*** Opening of DATA TO EXAMINE ***

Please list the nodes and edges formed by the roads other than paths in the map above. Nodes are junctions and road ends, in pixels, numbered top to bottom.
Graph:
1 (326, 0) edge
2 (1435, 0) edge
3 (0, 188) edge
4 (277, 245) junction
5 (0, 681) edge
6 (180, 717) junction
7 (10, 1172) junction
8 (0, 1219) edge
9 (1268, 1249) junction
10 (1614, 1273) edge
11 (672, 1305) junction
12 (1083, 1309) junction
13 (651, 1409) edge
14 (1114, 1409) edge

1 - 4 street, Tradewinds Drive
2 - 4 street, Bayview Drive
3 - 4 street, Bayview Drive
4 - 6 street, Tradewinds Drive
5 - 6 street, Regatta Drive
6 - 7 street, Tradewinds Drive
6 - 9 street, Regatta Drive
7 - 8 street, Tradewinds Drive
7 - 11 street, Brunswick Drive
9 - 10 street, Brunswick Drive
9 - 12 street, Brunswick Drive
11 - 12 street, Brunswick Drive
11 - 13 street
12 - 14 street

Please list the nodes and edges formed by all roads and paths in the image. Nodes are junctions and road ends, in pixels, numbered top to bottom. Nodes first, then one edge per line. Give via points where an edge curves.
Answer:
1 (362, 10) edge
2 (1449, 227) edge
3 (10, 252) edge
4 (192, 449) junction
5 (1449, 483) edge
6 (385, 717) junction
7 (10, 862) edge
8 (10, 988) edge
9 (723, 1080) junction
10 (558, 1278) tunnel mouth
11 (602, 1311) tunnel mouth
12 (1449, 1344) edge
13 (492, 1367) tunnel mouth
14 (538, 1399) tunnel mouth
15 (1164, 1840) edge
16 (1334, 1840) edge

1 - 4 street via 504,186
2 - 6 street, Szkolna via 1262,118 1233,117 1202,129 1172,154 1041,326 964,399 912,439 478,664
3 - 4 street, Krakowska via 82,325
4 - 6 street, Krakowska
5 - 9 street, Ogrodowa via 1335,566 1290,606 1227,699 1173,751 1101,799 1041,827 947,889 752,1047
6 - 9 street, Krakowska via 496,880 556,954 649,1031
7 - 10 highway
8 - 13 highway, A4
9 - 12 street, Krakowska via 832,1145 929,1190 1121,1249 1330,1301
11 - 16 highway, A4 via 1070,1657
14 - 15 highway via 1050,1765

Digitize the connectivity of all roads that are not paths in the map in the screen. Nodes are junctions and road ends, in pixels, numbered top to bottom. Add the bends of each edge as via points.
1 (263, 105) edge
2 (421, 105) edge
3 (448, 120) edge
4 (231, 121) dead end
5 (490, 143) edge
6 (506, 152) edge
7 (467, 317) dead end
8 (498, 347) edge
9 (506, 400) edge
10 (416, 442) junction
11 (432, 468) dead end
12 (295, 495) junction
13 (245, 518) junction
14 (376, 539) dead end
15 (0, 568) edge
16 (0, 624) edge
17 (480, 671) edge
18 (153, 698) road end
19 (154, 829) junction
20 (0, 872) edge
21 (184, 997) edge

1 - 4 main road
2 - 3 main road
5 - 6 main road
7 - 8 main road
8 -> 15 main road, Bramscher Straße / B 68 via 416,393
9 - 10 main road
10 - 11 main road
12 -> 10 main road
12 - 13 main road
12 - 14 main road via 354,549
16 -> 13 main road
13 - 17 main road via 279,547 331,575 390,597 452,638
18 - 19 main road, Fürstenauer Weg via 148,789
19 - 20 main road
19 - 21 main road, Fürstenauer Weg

*** Close of DATA TO EXAMINE ***

* **WHAT TO DO**
Give back all the data exactly as it was written.

* **WORKED SOLUTION**
Please list the nodes and edges formed by the roads other than paths in the map above. Nodes are junctions and road ends, in pixels, numbered top to bottom.
Graph:
1 (326, 0) edge
2 (1435, 0) edge
3 (0, 188) edge
4 (277, 245) junction
5 (0, 681) edge
6 (180, 717) junction
7 (10, 1172) junction
8 (0, 1219) edge
9 (1268, 1249) junction
10 (1614, 1273) edge
11 (672, 1305) junction
12 (1083, 1309) junction
13 (651, 1409) edge
14 (1114, 1409) edge

1 - 4 street, Tradewinds Drive
2 - 4 street, Bayview Drive
3 - 4 street, Bayview Drive
4 - 6 street, Tradewinds Drive
5 - 6 street, Regatta Drive
6 - 7 street, Tradewinds Drive
6 - 9 street, Regatta Drive
7 - 8 street, Tradewinds Drive
7 - 11 street, Brunswick Drive
9 - 10 street, Brunswick Drive
9 - 12 street, Brunswick Drive
11 - 12 street, Brunswick Drive
11 - 13 street
12 - 14 street

Please list the nodes and edges formed by all roads and paths in the image. Nodes are junctions and road ends, in pixels, numbered top to bottom. Nodes first, then one edge per line. Give via points where an edge curves.
Answer:
1 (362, 10) edge
2 (1449, 227) edge
3 (10, 252) edge
4 (192, 449) junction
5 (1449, 483) edge
6 (385, 717) junction
7 (10, 862) edge
8 (10, 988) edge
9 (723, 1080) junction
10 (558, 1278) tunnel mouth
11 (602, 1311) tunnel mouth
12 (1449, 1344) edge
13 (492, 1367) tunnel mouth
14 (538, 1399) tunnel mouth
15 (1164, 1840) edge
16 (1334, 1840) edge

1 - 4 street via 504,186
2 - 6 street, Szkolna via 1262,118 1233,117 1202,129 1172,154 1041,326 964,399 912,439 478,664
3 - 4 street, Krakowska via 82,325
4 - 6 street, Krakowska
5 - 9 street, Ogrodowa via 1335,566 1290,606 1227,699 1173,751 1101,799 1041,827 947,889 752,1047
6 - 9 street, Krakowska via 496,880 556,954 649,1031
7 - 10 highway
8 - 13 highway, A4
9 - 12 street, Krakowska via 832,1145 929,1190 1121,1249 1330,1301
11 - 16 highway, A4 via 1070,1657
14 - 15 highway via 1050,1765

Digitize the connectivity of all roads that are not paths in the map in the screen. Nodes are junctions and road ends, in pixels, numbered top to bottom. Add the bends of each edge as via points.
1 (263, 105) edge
2 (421, 105) edge
3 (448, 120) edge
4 (231, 121) dead end
5 (490, 143) edge
6 (506, 152) edge
7 (467, 317) dead end
8 (498, 347) edge
9 (506, 400) edge
10 (416, 442) junction
11 (432, 468) dead end
12 (295, 495) junction
13 (245, 518) junction
14 (376, 539) dead end
15 (0, 568) edge
16 (0, 624) edge
17 (480, 671) edge
18 (153, 698) road end
19 (154, 829) junction
20 (0, 872) edge
21 (184, 997) edge

1 - 4 main road
2 - 3 main road
5 - 6 main road
7 - 8 main road
8 -> 15 main road, Bramscher Straße / B 68 via 416,393
9 - 10 main road
10 - 11 main road
12 -> 10 main road
12 - 13 main road
12 - 14 main road via 354,549
16 -> 13 main road
13 - 17 main road via 279,547 331,575 390,597 452,638
18 - 19 main road, Fürstenauer Weg via 148,789
19 - 20 main road
19 - 21 main road, Fürstenauer Weg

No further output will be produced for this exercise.